我心飛揚——記跟隨季思師學習的時光
一
1985年初,我在杭州大學跟隨徐朔方先生讀研已近三年,稍稍觸摸到學術殿堂的門廡,有意以學術為未來的目標,又覺視野尚窄,基礎有缺,聽聞新設有博士制度,便想再讀一個學位。
當時招戲曲研究的導師,只有北京的張庚、郭漢城先生和廣州的王季思先生。詢問朔方師,答曰:不論導師,應選北方。我內心也很向往北方,因為京城才是學術的中心。但那年北京的先生不招,就選擇了中大。
考試點就設在中大。這是我第一次來到廣州,住在西區招待所,參加筆試和面試。午后赴考時,中途遇雨,曾在西區球場的竹林邊小避。之前聽說考博士不用復習,只考平時積累,我就沒有事先通過師友做了解。翻開文學理論教研室出的試卷,只有兩個大題,都屬于馬列文論,源自馬、恩的書信,我本科時雖有涉及,但那一刻卻是真切體會到“猝不及防”的窘狀。
面試時見到了王先生和黃天驥老師,小心翼翼地回答了提問,心中卻沒有底。結果是沒錄取。不過,有了這次經驗,對中大也有了更多的了解,讓我堅定了信心:明年再來!

我的兩位導師:王季思先生(左)、黃天驥老師(右)
第二年,我已在杭大任教一段時間了,但心里依然向往中大。我到徐朔方先生家里,請他再度為我寫推薦信。徐先生咧嘴一笑,說:“去年你的成績其實夠了的……”然后就定定地看著我。

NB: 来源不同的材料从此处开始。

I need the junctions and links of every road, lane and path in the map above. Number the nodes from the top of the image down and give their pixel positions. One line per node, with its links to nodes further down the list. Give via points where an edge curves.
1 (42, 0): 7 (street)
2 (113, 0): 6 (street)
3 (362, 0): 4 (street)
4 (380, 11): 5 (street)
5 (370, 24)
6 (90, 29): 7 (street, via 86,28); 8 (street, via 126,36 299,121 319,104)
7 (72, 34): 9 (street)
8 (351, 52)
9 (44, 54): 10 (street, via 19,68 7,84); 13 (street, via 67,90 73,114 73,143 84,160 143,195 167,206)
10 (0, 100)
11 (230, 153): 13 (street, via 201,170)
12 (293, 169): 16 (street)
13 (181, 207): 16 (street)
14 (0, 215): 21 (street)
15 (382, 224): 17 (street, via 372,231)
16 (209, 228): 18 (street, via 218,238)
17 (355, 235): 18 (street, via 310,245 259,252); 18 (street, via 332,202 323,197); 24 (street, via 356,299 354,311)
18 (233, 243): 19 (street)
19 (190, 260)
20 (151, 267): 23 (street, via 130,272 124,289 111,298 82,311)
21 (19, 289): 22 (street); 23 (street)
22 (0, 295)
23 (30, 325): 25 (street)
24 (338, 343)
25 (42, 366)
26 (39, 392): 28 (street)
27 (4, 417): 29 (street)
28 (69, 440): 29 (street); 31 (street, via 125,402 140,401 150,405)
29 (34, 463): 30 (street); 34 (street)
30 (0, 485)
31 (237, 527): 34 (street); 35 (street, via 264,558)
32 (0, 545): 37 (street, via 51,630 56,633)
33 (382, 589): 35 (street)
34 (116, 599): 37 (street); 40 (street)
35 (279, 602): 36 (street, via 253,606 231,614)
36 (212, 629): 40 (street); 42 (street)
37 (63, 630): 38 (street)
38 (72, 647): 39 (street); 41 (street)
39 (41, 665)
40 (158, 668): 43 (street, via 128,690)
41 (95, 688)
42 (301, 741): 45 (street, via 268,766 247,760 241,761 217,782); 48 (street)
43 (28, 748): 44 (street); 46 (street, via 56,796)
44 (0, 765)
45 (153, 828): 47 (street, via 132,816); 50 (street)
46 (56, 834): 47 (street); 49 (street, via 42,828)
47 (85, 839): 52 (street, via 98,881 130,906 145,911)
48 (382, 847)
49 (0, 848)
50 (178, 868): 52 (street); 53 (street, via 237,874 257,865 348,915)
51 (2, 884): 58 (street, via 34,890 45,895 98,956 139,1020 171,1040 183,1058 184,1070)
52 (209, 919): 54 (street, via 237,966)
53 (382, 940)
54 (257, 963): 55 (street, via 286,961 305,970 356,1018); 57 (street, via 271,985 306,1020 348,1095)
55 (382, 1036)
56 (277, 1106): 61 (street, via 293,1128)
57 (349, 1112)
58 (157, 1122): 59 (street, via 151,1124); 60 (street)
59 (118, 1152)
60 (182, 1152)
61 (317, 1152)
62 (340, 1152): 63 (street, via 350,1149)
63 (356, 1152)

我沒有細問原由,對自己決定了的事情,卻是十分執著,就堅定地點了下頭。徐先生便取來信箋紙,寫了兩行字,大意是黃仕忠同志毫不氣餒,勇氣可嘉。我后來才知道,和我一起面試的中大應屆畢業生謝日新兄也沒錄取,王先生空了一年。
第二年,黃天驥老師正式招生,兩位導師聯合培養,我則再度報考。這次是中大寄來試卷,委托杭大研究生辦代為監督考試。考完,我就放下了。不久便收到通知,我被錄取了。
后來聽說這年考生很多,成績都不錯(我多年后知道有兩位沒被錄取的,沒再考博,但很快就成了研究戲曲的翹楚),兩位導師向學校爭取名額,招了三人:南京大學教師鄭尚憲、華東師大應屆碩士畢業生謝柏良(現在多署作“謝柏梁”)和我。兩位師兄對我這個突然“冒”出來的小師弟,略有些好奇,因為面試時并沒見到我。我推測是我去年已面試過,就免了這一關。
入學報到后,拜見王先生。先生說,原本想請徐先生也參與指導,你是徐先生的學生,成績排在最前,徐先生同意帶的話,就可再多招一名。但因一些具體原因,徐先生沒有答應。我報到時是9月23日。一周后,剛過國慶,先生赴山西臨汾參加第二屆古代戲曲學術研討會,讓我們也一起去。這是一次有將近二百人參加的學術會議,規模宏大。據說前一年在鄭州開的第一屆,也是名家薈萃,俊彥齊集,規模盛大。但之后再也沒了第三屆。季思先生是古代戲曲學會的會長,也是會上幾位資深學者之一。下榻后,他把我們三個博士生召去,特意叮囑:你們年輕人,要與年輕人交朋友,那是一生的朋友。
聽從先生的話,在這次會議上,我們結交了一大幫“一生的朋友”:剛從中央戲劇學院碩士畢業分配去北京戲曲學院的卜鍵,《文學遺產》的李伊白,南京大學的周維培,南開大學的陸林,安徽大學的朱萬曙,北京大學的李簡,中華書局的馬欣來,同時還熟悉了中大同門董上德,學弟陳維昭、鐘蘊晴、云亮,在暨大讀研的小師妹王小雷,華南師大的周國雄老師,等等。二十多年后,我在東京大學任教的大木康教授那里看到會議合影,發現那次他也在!
會議期間,我們一同到《西廂記》故事發生地——蒲州普救寺,尋訪當年那位多情才子跳墻的蹤跡,像張生一樣,久久佇立黃河渡口,領略那濁浪排空的九曲風濤。歸途中,在西安的碑林里感受那剝蝕的時光,在華清池邊想象貴妃出浴、力士捧靴、李白揮毫的身姿。我們還登上了華山,在西岳之巔仰天長嘯,笑指日出,聽野老閑話沉香太子劈山救母的傳說。真可謂同學少年,意氣風發。